The company also expects IGE to contribute approximately an incremental $6 million in net sales and less than $1 million in adjusted EBITDA in fiscal 2021. The transaction represents an acquisition multiple of approximately 7x IGE’s estimated 2021 Adjusted EBITDA, excluding synergies.
Senior Secured Term Loan
To fund the acquisition of IGE, Hydrofarm entered into a new $125 million senior secured term loan facility, which carries interest at a rate of either LIBOR (with a 1.00% floor) plus 5.50%, or an alternate base rate (with a 2.00% floor) plus 4.50% and matures on October 25, 2028.
The company has an option to upsize the facility pursuant to the terms of the term loan agreement.
JPMorgan Chase Bank, N.A. acted as sole lead arranger and bookrunner for the transaction.
Q3 2021 Preliminary Unaudited Financial Results
- The company estimates that net sales will range between $121 million to $124 million, as compared to $96.7 million for the three months ended for the quarter, representing a year-over-year increase of roughly 27%.
- Net income is expected to range between $13.3 million and $18.3 million, as compared to net income of $2.7 million for the three months ended September 30, 2020.
- Adjusted EBITDA is estimated to be between $14.4 million to $16.4 million, as compared to $7.4 million for the same period of the last year - an increase of roughly 108% year-over-year.
Updated Outlook For Fiscal 2021
- Net sales growth between 37% and 43% or approximately $470 million to $490 million.

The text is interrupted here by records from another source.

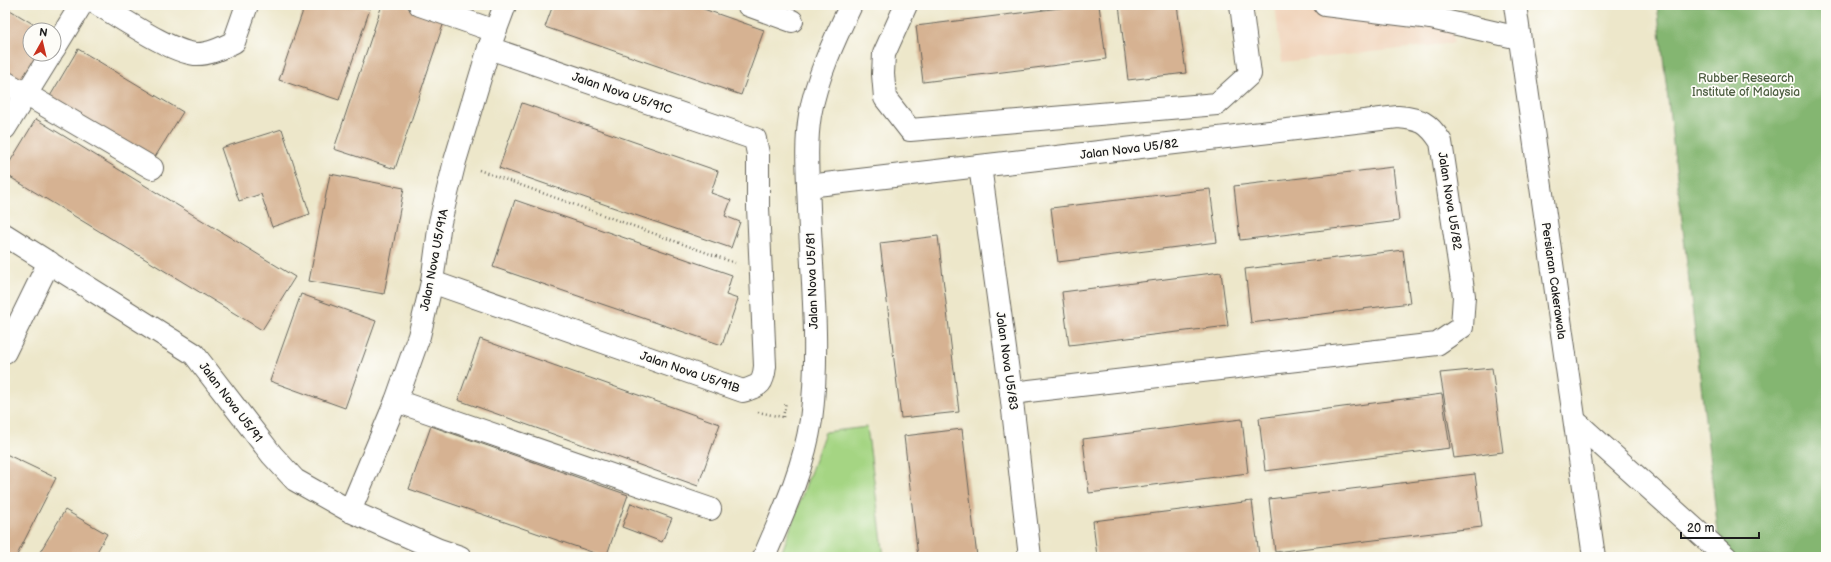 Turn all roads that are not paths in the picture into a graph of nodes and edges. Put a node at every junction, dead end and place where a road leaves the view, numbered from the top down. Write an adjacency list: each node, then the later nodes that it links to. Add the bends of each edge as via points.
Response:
1 (81, 5): 15 (street)
2 (98, 5): 12 (street)
3 (247, 5): 12 (street, via 234,42 218,50 196,54 174,48)
4 (420, 5): 17 (street, Jalan Nova U5/91C)
5 (504, 5): 17 (street, Jalan Nova U5/91A)
6 (748, 5): 14 (street)
7 (851, 5): 25 (street, Jalan Nova U5/81, via 814,97 807,142)
8 (906, 5): 9 (street, via 884,54 884,74 885,98 910,130 1217,104 1250,74)
9 (1241, 5)
10 (1326, 5): 13 (street)
11 (1515, 5): 16 (street, Persiaran Cakerawala)
12 (122, 11)
13 (1431, 12): 16 (street)
14 (792, 21)
15 (62, 36)
16 (1519, 38): 32 (street, Persiaran Cakerawala)
17 (492, 39): 22 (street, Jalan Nova U5/91C); 28 (street, Jalan Nova U5/91A, via 455,161 440,222)
18 (46, 62): 20 (street)
19 (5, 82): 20 (street)
20 (26, 95): 21 (street); 24 (street)
21 (5, 128)
22 (755, 139): 28 (street, Jalan Nova U5/91B, via 758,154 765,366 764,379 759,386 743,391)
23 (980, 166): 25 (street, Jalan Nova U5/82); 30 (street, Jalan Nova U5/83); 30 (street, Jalan Nova U5/82, via 1398,117 1412,118 1424,122 1433,129 1441,142 1464,296 1462,326 1437,344)
24 (152, 168)
25 (808, 186): 36 (street, Jalan Nova U5/81, via 815,353 811,421 787,505)
26 (5, 235): 27 (street, Jalan Nova U5/91)
27 (49, 262): 29 (street); 34 (street, Jalan Nova U5/91, via 194,354 272,455 295,480)
28 (432, 282): 31 (street, Jalan Nova U5/91A, via 419,336)
29 (5, 352)
30 (1011, 393): 37 (street, Jalan Nova U5/83)
31 (396, 401): 33 (street); 34 (street, Jalan Nova U5/91A)
32 (1574, 421): 38 (street, Persiaran Cakerawala); 39 (street)
33 (710, 509)
34 (350, 511): 35 (street, Jalan Nova U5/91)
35 (460, 557)
36 (764, 557)
37 (1030, 557)
38 (1594, 557)
39 (1726, 557)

- Adjusted EBITDA of $47 million to $53 million, or approximately 10% to 11% of net sales for the full fiscal year, up from approximately 6% in the prior year.
“We believe a short-term oversupply has put downward pressure on cannabis growing activity predominantly in California and Canada,” Toler said. ”In addition, sales activity in highly-populated states such as New York, New Jersey, Virginia, and Connecticut, which have passed new adult-use legislation within the past year, has not yet gained full momentum.”